I’m heartbroken and frightened and it would all go away if I did nothing.
A year ago I met and fell in love with a man I met online after eight years of terrible loneliness. We were immediately attracted to each other but we decided to stop seeing each other almost right away. He didn’t want any more kids and I was desperate to be a mom. We kept in touch and dated and broke up a few more times. I’d only known him a few months and I was already trying to convince him to have a child with me. That’s something I never would have done in my easy-breezy youth, but I’m turning 41 and all my friends have kids (boy, do they ever, this peer pressure is worse than anything I ever felt in high school). He ‘d just gone through a terrible divorce where his ex-wife used legal tricks to screw him good. Most horribly, she tried to keep him away from their 5-year-old daughter and he had to fight in court, deal with her calling the police, and move his life and his job so he could see his little girl again. So he’s burnt. But he also says he never wanted kids in the first place. His ex-wife pressured him. He also never wanted to get married but she pressured him into that.
So now he’s determined to keep from being pressured by me.
The thing is we moved in together (Yes, I’m an idiot, why did I do that?) and I’m in love with his little girl too. It’s a good life. He really does love me and wants to be with me, if only I won’t ask this of him. I offered to broker a deal where I get a donor and have a child that I’m solely responsible for. But he knows that living with a child would make him the de facto dad regardless. So do I leave him for the glamour and excitement of single motherhood on a tight salary? Or do I stay and hate him a little for what he’s doing to me? My mother used to say, “Life isn’t fair.”
But why can’t I have this basic thing that other people have?
Dear Childless Mother,
You ask, “Why can’t I have this basic thing that other people have?”
If I were to say to my psychotherapist, “Why can’t I have this basic thing that other people have?” she might ask me what I think the reason might be. That’s a way of getting me to think about my own situation and do some problem solving.
So, not that I’m a psychotherapist, but maybe I could ask you the same thing: What possible reasons could there be that you can’t have this thing that other people have? I don’t presume to know. But within you somewhere are some answers. You probably know some of the answers to that question. They have to do with opportunities you have had and choices you have made. It turns out that having the answers may be relatively easy but speaking them is difficult.

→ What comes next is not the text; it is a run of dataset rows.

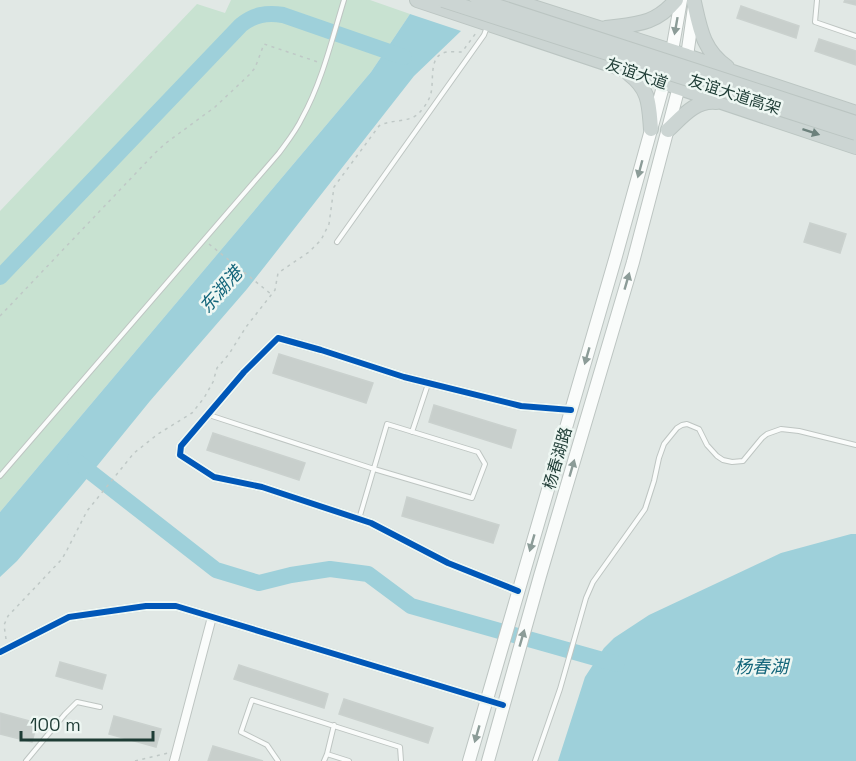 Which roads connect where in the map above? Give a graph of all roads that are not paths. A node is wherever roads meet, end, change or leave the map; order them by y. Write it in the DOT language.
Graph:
graph roads {
  1 [pos="344,0"];
  2 [pos="417,0"];
  3 [pos="444,0"];
  4 [pos="478,0"];
  5 [pos="511,0"];
  6 [pos="817,0"];
  7 [pos="686,1"];
  8 [pos="489,24"];
  9 [pos="601,29"];
  10 [pos="856,36"];
  11 [pos="672,51"];
  12 [pos="580,54"];
  13 [pos="687,56"];
  14 [pos="736,73"];
  15 [pos="664,83"];
  16 [pos="679,88"];
  17 [pos="719,102"];
  18 [pos="856,113"];
  19 [pos="856,123"];
  20 [pos="651,129"];
  21 [pos="668,130"];
  22 [pos="856,133"];
  23 [pos="856,147"];
  24 [pos="337,243"];
  25 [pos="428,383"];
  26 [pos="571,410"];
  27 [pos="208,414"];
  28 [pos="412,432"];
  29 [pos="856,444"];
  30 [pos="374,469"];
  31 [pos="0,476"];
  32 [pos="359,519"];
  33 [pos="517,597"];
  34 [pos="212,617"];
  35 [pos="4,650"];
  36 [pos="486,701"];
  37 [pos="503,705"];
  38 [pos="100,708"];
  39 [pos="334,725"];
  40 [pos="327,754"];
  41 [pos="26,761"];
  42 [pos="174,761"];
  43 [pos="278,761"];
  44 [pos="324,761"];
  45 [pos="349,761"];
  46 [pos="401,761"];
  47 [pos="469,761"];
  48 [pos="488,761"];
  49 [pos="535,761"];
  1 -- 31 [label="lane"];
  2 -- 8 [label="main road, 友谊大道"];
  3 -- 22 [label="main road, 友谊大道高架, bridge"];
  4 -- 19 [label="main road, 友谊大道高架, bridge"];
  5 -- 9 [label="main road, 友谊大道"];
  6 -- 10 [label="lane"];
  7 -- 9 [label="main road"];
  7 -- 11 [label="main road, 杨春湖路, one-way"];
  7 -- 13 [label="main road, 杨春湖路"];
  7 -- 14 [label="main road"];
  8 -- 12 [label="main road, 友谊大道"];
  8 -- 24 [label="lane"];
  9 -- 11 [label="main road, 友谊大道"];
  11 -- 13 [label="main road, 友谊大道"];
  11 -- 15 [label="main road, 杨春湖路"];
  12 -- 15 [label="main road, 友谊大道"];
  12 -- 20 [label="main road"];
  13 -- 14 [label="main road, 友谊大道"];
  13 -- 16 [label="main road, 杨春湖路"];
  14 -- 18 [label="main road, 友谊大道"];
  15 -- 16 [label="main road, 友谊大道"];
  15 -- 20 [label="main road, 杨春湖路"];
  16 -- 17 [label="main road, 友谊大道"];
  16 -- 21 [label="main road, 杨春湖路"];
  17 -- 21 [label="main road"];
  17 -- 23 [label="main road, 友谊大道, one-way"];
  20 -- 26 [label="main road, 杨春湖路, one-way"];
  37 -- 21 [label="main road, 杨春湖路, one-way"];
  25 -- 26 [label="street"];
  25 -- 27 [label="street"];
  25 -- 28 [label="lane"];
  26 -- 33 [label="main road, 杨春湖路, one-way"];
  27 -- 30 [label="lane"];
  27 -- 32 [label="street"];
  28 -- 30 [label="lane"];
  28 -- 30 [label="lane"];
  29 -- 49 [label="lane"];
  30 -- 32 [label="lane"];
  32 -- 33 [label="street"];
  33 -- 36 [label="main road, 杨春湖路"];
  34 -- 35 [label="street"];
  34 -- 36 [label="street"];
  34 -- 42 [label="street"];
  36 -- 37 [label="street"];
  36 -- 47 [label="main road, 杨春湖路, one-way"];
  37 -- 48 [label="main road, 杨春湖路"];
  38 -- 41 [label="lane"];
  39 -- 40 [label="lane"];
  39 -- 43 [label="lane"];
  39 -- 46 [label="lane"];
  40 -- 44 [label="lane"];
  40 -- 45 [label="lane"];
}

In looking over your past you could examine all kinds of things related to your current situation: people with whom you had relationships but where children were not the goal; people you wanted to have children with but who weren’t available at the time; ideal mates who might have appeared but didn’t; decisions you made during this eight years of terrible loneliness to not get pregnant; times you might have tried to get pregnant but it didn’t happen; any abortions you might have had; your history of using birth control; your fertility; the things you might have said to men in the past regarding whether you wanted to have children or did not want to have children; how your desire for children affected the relationships you had; how your attitude has changed over the years; how you viewed motherhood as a child; how your own mother viewed motherhood, etc.
All these things have brought you to this moment. They are all the things that make up who you are.
I suggest in order to find some peace with yourself that you take stock. Find time to sit and write out answers to these questions: When did I first want a child? Have I always wanted a child? Were there men whose children I wanted to bear? What happened? Was there a great disappointment in a prior relationship? What are my fears about having children? What do I think would happen to me if I had a child? What would happen to me if I didn’t have a child? Is it possible to be happy not having a child?
The point here is not to achieve a goal but to find out what your genuine attitudes and feelings are. Some of these may make sense and some may not make sense. For instance, there may be a deep aching for a child that seems, at first, to have nothing to do with any cultural attitudes or self-concept. And when you sit with that longing to have a child it may at first seem that it indeed really is nothing but a biological urge. But how does that biological urge express itself? What do you imagine? Do you imagine childbirth and breast-feeding? Do you imagine taking your child to school for the first time? Do you imagine buying baby clothes? Do you imagine having a lawyer for a son-in-law? Do you imagine being friends with other mothers?
This may seem exhaustive yet it is only the beginning of the exploration you can do. This exploration will not necessarily result in your having a child but it will help you live with yourself. It may be painful at times to think of the past. There may be times you were mistreated or misunderstood. There may be memories you start to remember and then recoil from. There may be losses that feel unbearable to recall. That’s OK. That’s what life is. At 41, you’ve had a life.
If you are in a situation where you can explore these questions under the guidance of a counselor or therapist or 12-step sponsor, great. If not, you can pursue this on your own. The important thing is to ask yourself these questions and write about them.
If you keep writing and keep asking yourself these questions, answers will come.